Question Bizarre Crash

Oct 18, 2024
1
0
10
I am having very odd crashing issue.
My computer will suddenly shut off without even putting any info in the event log other than the 'unexpected shut down' expected for a power failure. On boot after it will sometimes have a message "hot component detected". So I up my fan speed and log temperatures using 'open hardware monitor'. The logs do not show any temperature above 70C since I updated fan speed, but the problem continued. So I go nuclear mode, open the case and put a large room fan pointing inside to no avail. The log has CPU, GPU, HDD, and SSD (no sensors for power or ram).

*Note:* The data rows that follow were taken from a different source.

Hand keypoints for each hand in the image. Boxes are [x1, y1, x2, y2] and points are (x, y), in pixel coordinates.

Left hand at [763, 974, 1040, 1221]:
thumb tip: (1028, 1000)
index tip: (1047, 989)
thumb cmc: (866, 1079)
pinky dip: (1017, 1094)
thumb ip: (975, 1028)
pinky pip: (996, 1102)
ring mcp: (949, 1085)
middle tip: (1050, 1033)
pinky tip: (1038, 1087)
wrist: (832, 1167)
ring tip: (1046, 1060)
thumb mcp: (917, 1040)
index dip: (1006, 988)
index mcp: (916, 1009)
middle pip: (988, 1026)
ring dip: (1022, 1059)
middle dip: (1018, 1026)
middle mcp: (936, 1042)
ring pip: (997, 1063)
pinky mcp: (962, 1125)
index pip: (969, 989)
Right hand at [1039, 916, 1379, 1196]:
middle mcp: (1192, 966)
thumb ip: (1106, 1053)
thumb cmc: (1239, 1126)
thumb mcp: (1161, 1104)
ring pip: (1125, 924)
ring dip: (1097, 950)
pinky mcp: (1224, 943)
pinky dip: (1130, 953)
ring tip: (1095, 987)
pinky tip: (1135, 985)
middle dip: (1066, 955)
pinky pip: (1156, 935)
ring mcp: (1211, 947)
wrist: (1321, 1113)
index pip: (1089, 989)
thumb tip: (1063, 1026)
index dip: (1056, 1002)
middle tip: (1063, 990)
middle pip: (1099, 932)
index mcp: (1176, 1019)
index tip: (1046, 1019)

But it gets stranger. This issue only occurs when running two ANN concurrently, yolov11 and SAM-2. The problem occurs regardless of if I put the data on SSD or HDD.
I know ANN are heavy load, so I try FURMARK, except with no problems at all! Unlike the ANN, FURMARK can get the GPU temps up to 95C, quite the head scratcher. (No problems with CPU stress tests either)

Specs:
CPU: i5-6600
GPU: NVidia 2060 Super
RAM: 32GB "My Technology Geeks" (This is the name of reman company, so I assume Chinese ram)
SSD: 512GB 'heoriady'. Definitely China, also the temp always reports '40C' even when everything else is closer to 30.
HDD: 3TB Hitachi
PSU: Dell (365W), the maximum logged (open hardware monitor) power usage during the ANN usage was 258w (CPU(package+cores+Graphics+DRAM)+GPU)

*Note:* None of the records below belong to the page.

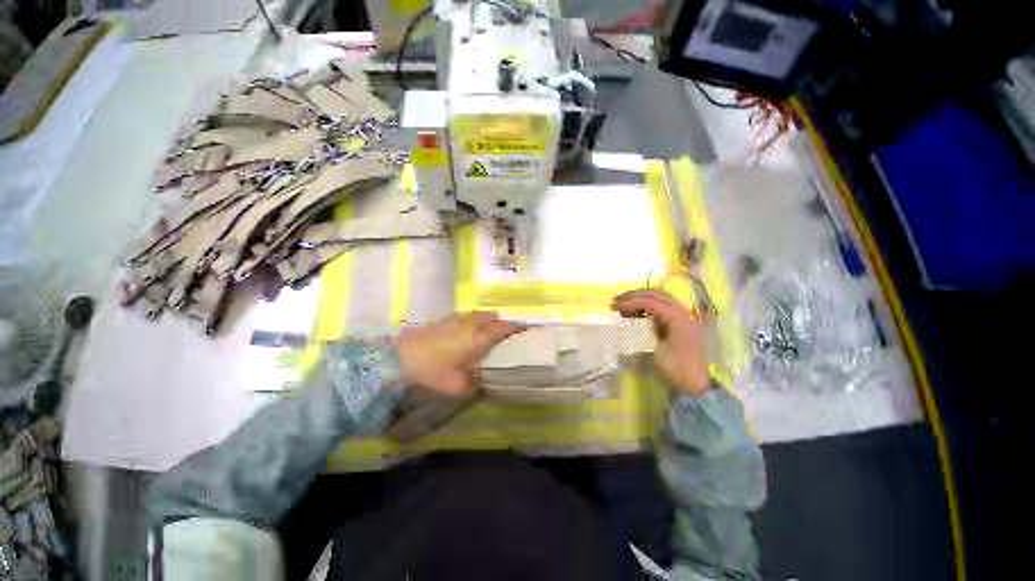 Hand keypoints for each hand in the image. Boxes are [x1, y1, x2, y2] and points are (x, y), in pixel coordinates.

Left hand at [394, 312, 525, 396]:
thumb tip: (483, 381)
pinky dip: (470, 318)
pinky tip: (465, 328)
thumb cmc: (433, 372)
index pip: (502, 328)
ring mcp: (455, 320)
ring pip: (476, 313)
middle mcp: (469, 325)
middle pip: (490, 316)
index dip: (515, 326)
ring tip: (487, 326)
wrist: (399, 359)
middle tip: (505, 327)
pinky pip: (463, 315)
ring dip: (485, 317)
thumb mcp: (457, 387)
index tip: (524, 325)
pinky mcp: (442, 320)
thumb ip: (474, 384)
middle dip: (500, 320)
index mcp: (478, 339)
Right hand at [612, 290, 710, 397]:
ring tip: (622, 306)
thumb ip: (648, 327)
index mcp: (677, 317)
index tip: (614, 306)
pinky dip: (646, 307)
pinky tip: (634, 313)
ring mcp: (682, 315)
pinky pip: (660, 307)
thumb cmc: (676, 368)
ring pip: (657, 299)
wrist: (695, 383)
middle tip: (615, 301)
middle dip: (633, 296)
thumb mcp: (657, 349)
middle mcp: (682, 311)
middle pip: (654, 294)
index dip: (630, 301)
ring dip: (639, 300)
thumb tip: (634, 315)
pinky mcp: (679, 321)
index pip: (650, 301) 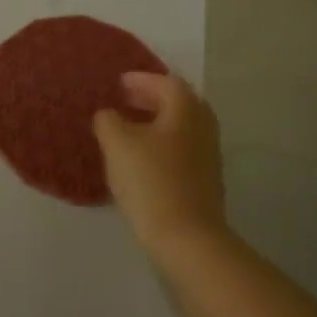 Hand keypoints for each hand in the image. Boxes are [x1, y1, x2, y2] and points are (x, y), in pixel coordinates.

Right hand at [92, 71, 227, 253]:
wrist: (185, 236)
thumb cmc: (150, 181)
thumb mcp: (117, 144)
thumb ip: (108, 121)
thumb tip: (109, 115)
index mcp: (186, 110)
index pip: (166, 82)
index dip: (141, 79)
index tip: (118, 83)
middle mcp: (203, 127)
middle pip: (179, 103)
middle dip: (150, 98)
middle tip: (124, 101)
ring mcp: (207, 155)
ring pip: (180, 127)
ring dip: (155, 122)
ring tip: (128, 129)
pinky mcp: (203, 180)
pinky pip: (181, 148)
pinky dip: (161, 143)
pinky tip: (140, 158) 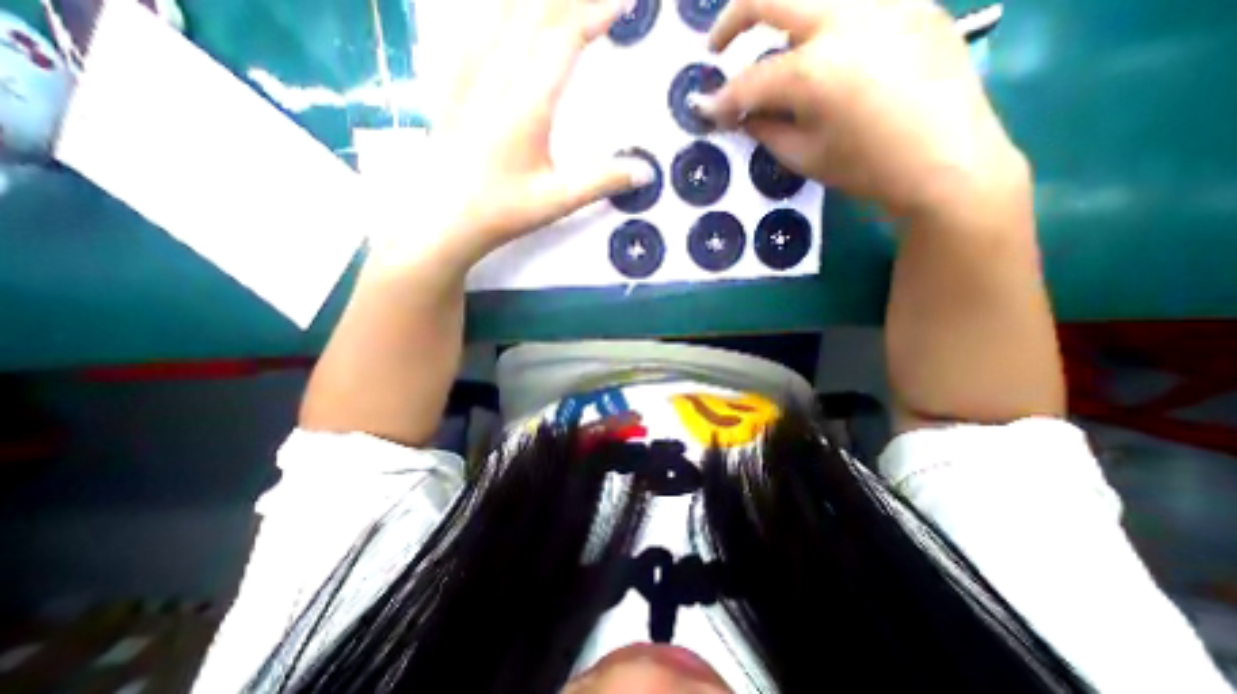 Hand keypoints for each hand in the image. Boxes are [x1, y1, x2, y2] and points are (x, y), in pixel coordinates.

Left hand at [384, 1, 657, 267]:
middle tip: (597, 2)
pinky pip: (471, 28)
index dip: (597, 14)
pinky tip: (500, 16)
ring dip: (532, 1)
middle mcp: (496, 75)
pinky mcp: (451, 83)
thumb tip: (645, 172)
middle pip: (534, 13)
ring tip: (557, 3)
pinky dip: (493, 14)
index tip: (624, 4)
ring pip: (500, 12)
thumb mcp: (558, 200)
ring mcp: (468, 74)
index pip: (565, 38)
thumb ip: (603, 182)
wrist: (445, 218)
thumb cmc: (503, 210)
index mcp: (527, 102)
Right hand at [695, 0, 1024, 216]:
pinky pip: (851, 7)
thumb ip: (765, 128)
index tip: (705, 111)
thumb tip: (741, 114)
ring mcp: (885, 1)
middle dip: (731, 19)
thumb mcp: (802, 156)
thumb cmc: (865, 169)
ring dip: (780, 20)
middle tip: (716, 48)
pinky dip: (822, 28)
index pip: (749, 82)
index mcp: (814, 71)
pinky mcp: (913, 2)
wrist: (946, 162)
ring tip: (772, 54)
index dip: (720, 100)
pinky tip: (823, 58)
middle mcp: (847, 19) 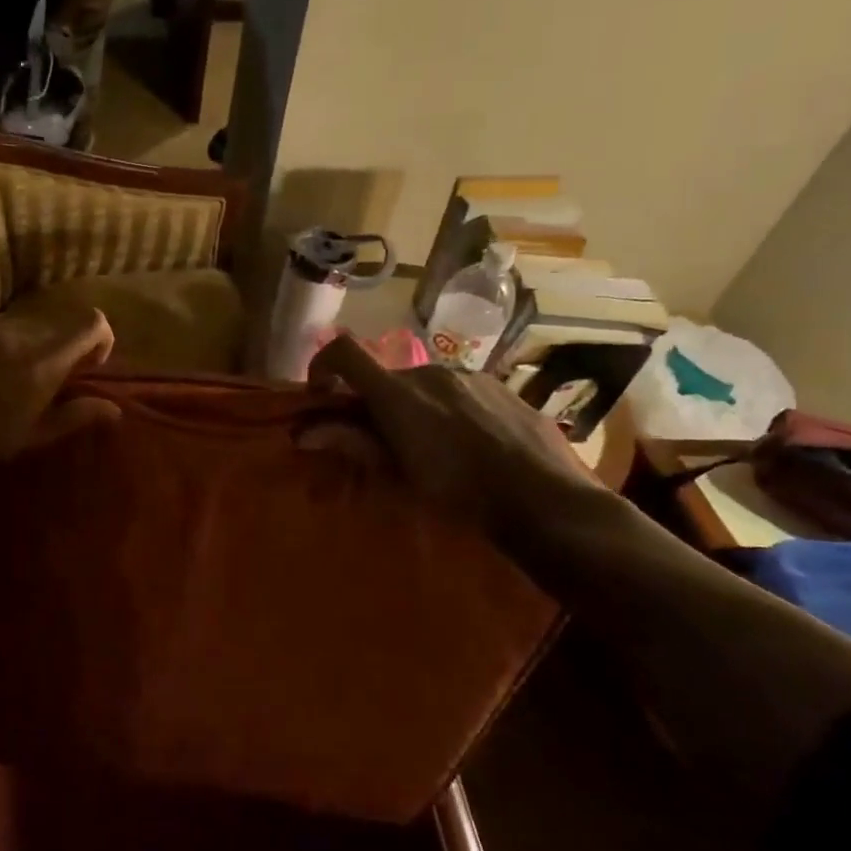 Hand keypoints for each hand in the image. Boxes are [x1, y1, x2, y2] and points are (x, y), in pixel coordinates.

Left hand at [0, 311, 120, 495]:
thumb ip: (73, 417)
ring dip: (11, 354)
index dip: (99, 341)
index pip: (90, 324)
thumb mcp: (26, 440)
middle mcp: (10, 333)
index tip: (89, 368)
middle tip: (29, 394)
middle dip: (50, 356)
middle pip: (48, 332)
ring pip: (10, 333)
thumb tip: (114, 408)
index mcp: (39, 362)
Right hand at [308, 333, 596, 527]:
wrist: (545, 498)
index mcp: (397, 392)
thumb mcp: (398, 474)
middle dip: (374, 403)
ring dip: (413, 407)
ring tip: (432, 448)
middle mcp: (430, 371)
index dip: (322, 364)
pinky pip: (458, 390)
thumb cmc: (460, 492)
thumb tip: (305, 433)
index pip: (345, 352)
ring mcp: (469, 376)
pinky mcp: (500, 386)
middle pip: (387, 376)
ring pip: (424, 384)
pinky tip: (468, 444)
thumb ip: (353, 444)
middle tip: (382, 443)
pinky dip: (447, 409)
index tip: (322, 395)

From all I can tell this issue shouldn't happen.
 
Last edited:
RAM: 32GB "My Technology Geeks" (This is the name of reman company, so I assume Chinese ram)
is this a 2x 16GB kit,
2 separate 16GB kits,
4x 8GB kit, etc..?

go ahead and run a few rounds of Memtest from a USB drive and see if any hiccups occur.
computer will suddenly shut off without even putting any info in the event log other than the 'unexpected shut down' expected for a power failure
usually related to a power supply that just can't handle the load.

considering that you run stress tests with no similar response,
watch power usage during these processes and see if the multiple AAN instances seem to cause any heavier power load.